Member of the Puerto Rico House of Representatives from the 18th District
- In office January 2, 2009 – January 1, 2013
- Preceded by: Tomás Bonilla
- Succeeded by: Angel Muñoz

Personal details
- Born: February 1, 1974 (age 52) New York City, New York
- Party: New Progressive Party (PNP)

= David Bonilla Cortés =

Puerto Rican politician

David Bonilla Cortés (born February 1, 1974) is a Puerto Rican politician affiliated with the New Progressive Party (PNP). He was a member of the Puerto Rico House of Representatives from 2009 to 2013 representing District 18.

==Early years and studies==

David Bonilla Cortés was born on February 1, 1974, in New York City, New York. He is the youngest of three children. When he was 9 months old, his parents returned to Puerto Rico. When he was 15 years old, his parents sent him with his brother back to New York with a relative, with hopes of a better education.

On July 7, 1989, while walking with his brother on Port Jefferson, Long Island, they witnessed an explosion in a ship that was refueling. Bonilla and his brother jumped in the water to help the drowning crew.

Bonilla returned to Puerto Rico where he completed his high school studies. Later, he completed a Bachelor's degree in Criminal Justice.

==Professional career==

After graduating from high school, Bonilla joined the Puerto Rico Police Department, where he served for 14 years.

==Political career==

In 2007, Bonilla decided to run for a vacant seat for District 18 in the House of Representatives of Puerto Rico. After winning the primary, he was forced to resign from the Police on December 31, 2007.

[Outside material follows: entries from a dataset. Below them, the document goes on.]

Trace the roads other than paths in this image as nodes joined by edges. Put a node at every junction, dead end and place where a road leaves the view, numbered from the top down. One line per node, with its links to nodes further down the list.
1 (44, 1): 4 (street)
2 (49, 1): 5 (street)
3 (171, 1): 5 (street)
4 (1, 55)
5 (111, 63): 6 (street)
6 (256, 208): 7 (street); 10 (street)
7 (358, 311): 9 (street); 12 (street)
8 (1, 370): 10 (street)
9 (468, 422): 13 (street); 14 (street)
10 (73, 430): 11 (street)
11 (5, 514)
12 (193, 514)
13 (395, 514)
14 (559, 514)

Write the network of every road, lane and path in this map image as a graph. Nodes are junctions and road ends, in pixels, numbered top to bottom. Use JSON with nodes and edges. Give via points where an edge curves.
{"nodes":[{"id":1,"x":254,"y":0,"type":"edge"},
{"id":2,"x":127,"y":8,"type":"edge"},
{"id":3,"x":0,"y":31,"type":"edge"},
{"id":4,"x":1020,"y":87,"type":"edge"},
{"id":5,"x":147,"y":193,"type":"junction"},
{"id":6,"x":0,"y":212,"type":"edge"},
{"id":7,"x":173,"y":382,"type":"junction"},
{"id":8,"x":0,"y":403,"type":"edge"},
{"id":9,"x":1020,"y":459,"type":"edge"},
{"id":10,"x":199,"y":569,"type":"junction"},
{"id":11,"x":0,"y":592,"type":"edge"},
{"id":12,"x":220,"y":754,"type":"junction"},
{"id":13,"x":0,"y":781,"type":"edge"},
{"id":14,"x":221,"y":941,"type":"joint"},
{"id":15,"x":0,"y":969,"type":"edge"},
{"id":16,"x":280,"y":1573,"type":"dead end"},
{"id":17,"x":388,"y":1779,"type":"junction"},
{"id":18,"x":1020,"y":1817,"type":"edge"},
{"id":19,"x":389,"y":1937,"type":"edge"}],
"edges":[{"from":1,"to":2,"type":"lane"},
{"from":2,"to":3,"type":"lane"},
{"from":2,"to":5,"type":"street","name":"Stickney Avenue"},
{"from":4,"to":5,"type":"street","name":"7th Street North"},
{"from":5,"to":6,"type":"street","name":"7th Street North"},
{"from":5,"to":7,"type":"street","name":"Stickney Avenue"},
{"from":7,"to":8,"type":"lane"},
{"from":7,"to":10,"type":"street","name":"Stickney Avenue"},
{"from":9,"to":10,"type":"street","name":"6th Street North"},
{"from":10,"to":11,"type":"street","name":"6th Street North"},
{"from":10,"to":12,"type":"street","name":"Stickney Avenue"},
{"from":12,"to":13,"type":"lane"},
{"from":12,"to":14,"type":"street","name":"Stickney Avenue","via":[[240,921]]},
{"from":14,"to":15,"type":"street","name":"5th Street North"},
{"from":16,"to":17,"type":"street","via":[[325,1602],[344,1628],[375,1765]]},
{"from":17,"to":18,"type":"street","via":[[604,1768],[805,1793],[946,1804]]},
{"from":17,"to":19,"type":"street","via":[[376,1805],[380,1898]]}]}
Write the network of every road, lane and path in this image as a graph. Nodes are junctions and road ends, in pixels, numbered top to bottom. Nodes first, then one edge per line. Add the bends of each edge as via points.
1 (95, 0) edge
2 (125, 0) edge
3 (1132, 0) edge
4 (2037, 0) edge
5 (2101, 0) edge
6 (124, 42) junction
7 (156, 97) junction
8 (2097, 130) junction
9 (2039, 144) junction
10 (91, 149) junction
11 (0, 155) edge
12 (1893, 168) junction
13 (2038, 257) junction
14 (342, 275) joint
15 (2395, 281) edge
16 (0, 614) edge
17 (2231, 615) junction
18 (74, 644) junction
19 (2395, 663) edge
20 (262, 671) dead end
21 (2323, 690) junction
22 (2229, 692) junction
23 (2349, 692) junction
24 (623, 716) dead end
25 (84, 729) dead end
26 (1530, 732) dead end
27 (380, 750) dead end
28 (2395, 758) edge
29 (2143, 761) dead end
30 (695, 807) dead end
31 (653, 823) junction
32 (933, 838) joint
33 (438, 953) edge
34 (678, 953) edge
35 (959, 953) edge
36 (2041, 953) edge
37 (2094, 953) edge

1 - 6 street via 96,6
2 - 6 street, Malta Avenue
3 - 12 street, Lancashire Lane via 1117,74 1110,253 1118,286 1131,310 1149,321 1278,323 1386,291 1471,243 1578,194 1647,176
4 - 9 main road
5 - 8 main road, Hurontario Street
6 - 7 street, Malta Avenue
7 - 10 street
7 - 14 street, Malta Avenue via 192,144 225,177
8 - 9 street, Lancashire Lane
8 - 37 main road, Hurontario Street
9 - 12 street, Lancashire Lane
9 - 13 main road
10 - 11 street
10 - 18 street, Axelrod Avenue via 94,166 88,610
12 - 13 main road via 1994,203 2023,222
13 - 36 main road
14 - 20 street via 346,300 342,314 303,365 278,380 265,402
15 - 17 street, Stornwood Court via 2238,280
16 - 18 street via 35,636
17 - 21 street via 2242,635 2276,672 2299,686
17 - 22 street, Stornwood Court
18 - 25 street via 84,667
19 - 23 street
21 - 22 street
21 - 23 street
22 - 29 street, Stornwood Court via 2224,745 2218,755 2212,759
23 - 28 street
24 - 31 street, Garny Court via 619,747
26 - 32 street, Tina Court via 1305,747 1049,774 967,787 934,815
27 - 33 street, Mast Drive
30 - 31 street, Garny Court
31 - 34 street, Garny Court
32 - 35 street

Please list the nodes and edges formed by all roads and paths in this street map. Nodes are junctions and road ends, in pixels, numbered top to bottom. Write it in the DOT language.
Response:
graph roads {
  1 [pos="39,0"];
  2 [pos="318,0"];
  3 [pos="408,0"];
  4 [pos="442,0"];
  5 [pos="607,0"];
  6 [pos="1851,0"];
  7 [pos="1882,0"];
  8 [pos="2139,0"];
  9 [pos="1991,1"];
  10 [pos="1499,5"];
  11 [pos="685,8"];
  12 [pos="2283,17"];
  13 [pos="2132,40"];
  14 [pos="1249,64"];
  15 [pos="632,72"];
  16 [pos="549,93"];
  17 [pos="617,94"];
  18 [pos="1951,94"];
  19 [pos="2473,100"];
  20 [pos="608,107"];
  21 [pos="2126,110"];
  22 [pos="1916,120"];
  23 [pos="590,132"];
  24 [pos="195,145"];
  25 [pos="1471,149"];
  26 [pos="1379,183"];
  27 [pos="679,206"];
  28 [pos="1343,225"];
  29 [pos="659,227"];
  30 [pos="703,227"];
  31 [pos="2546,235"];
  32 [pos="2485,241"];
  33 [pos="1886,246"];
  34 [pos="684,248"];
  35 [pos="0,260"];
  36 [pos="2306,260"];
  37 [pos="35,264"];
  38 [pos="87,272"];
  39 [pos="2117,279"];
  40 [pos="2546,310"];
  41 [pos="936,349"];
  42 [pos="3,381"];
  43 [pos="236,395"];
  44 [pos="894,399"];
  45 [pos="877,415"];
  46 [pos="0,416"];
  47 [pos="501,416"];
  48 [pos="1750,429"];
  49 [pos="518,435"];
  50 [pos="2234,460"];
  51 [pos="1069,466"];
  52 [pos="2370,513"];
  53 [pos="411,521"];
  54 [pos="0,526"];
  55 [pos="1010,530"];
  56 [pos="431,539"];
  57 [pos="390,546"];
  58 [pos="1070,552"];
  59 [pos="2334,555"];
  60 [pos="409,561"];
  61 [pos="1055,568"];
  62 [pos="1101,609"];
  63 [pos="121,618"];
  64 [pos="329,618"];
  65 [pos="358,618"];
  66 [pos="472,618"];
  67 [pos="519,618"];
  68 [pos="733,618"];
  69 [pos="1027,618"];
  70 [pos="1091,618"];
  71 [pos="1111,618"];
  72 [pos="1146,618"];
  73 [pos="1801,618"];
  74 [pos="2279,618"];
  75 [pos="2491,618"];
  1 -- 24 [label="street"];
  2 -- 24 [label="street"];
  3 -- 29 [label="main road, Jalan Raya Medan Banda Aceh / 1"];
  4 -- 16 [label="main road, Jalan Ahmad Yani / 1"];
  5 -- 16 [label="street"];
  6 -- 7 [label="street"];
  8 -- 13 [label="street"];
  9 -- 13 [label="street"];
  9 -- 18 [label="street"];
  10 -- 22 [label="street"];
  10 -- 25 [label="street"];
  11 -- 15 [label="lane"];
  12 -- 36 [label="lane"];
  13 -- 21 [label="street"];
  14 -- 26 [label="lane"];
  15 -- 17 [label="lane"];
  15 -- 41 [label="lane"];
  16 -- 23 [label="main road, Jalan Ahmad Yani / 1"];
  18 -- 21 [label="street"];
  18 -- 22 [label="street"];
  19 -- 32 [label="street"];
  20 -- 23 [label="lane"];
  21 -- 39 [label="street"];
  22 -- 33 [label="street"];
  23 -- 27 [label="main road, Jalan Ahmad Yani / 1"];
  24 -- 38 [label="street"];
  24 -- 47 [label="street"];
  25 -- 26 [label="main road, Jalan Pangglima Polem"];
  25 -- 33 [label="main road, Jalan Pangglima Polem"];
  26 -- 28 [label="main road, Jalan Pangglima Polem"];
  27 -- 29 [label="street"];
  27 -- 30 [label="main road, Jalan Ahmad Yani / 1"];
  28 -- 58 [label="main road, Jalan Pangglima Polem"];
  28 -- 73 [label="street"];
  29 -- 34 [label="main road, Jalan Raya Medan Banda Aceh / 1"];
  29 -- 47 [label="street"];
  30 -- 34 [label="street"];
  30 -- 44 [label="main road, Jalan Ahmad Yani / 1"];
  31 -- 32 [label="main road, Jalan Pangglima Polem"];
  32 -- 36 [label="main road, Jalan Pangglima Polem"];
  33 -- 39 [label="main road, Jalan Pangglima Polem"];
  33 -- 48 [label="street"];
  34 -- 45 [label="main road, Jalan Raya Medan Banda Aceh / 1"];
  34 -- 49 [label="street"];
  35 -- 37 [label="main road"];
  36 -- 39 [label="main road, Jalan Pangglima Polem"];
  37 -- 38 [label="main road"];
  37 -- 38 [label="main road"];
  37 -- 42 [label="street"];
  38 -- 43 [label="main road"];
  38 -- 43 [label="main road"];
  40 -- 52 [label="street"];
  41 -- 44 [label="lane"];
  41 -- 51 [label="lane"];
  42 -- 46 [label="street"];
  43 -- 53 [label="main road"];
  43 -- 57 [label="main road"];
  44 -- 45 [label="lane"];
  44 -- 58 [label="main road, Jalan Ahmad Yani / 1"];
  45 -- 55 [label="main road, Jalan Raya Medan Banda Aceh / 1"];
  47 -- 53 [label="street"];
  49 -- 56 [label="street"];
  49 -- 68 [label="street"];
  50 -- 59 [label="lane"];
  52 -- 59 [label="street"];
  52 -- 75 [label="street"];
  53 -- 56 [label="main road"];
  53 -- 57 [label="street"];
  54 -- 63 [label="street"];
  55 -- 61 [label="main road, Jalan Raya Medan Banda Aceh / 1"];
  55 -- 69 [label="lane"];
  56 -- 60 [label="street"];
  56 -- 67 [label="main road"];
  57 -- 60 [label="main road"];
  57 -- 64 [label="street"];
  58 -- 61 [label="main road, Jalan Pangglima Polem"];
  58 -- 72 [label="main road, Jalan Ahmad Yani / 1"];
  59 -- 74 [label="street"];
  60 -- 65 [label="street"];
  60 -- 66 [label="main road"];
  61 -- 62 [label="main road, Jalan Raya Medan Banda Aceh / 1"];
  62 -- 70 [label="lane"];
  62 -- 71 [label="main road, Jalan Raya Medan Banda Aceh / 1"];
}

Bonilla was elected as Representative at the 2008 general election. During his first term, he presided the Commission of Sports and Recreation, and was a member of the Commissions of Youth, Agriculture, Federal Relations, Veteran Affairs, Transportation, and others.

In 2012, Bonilla attempted to run for reelection, but was defeated in the PNP primaries by Angel Muñoz.

==Personal life==

Has two children Adrianna and Adrian Bonilla.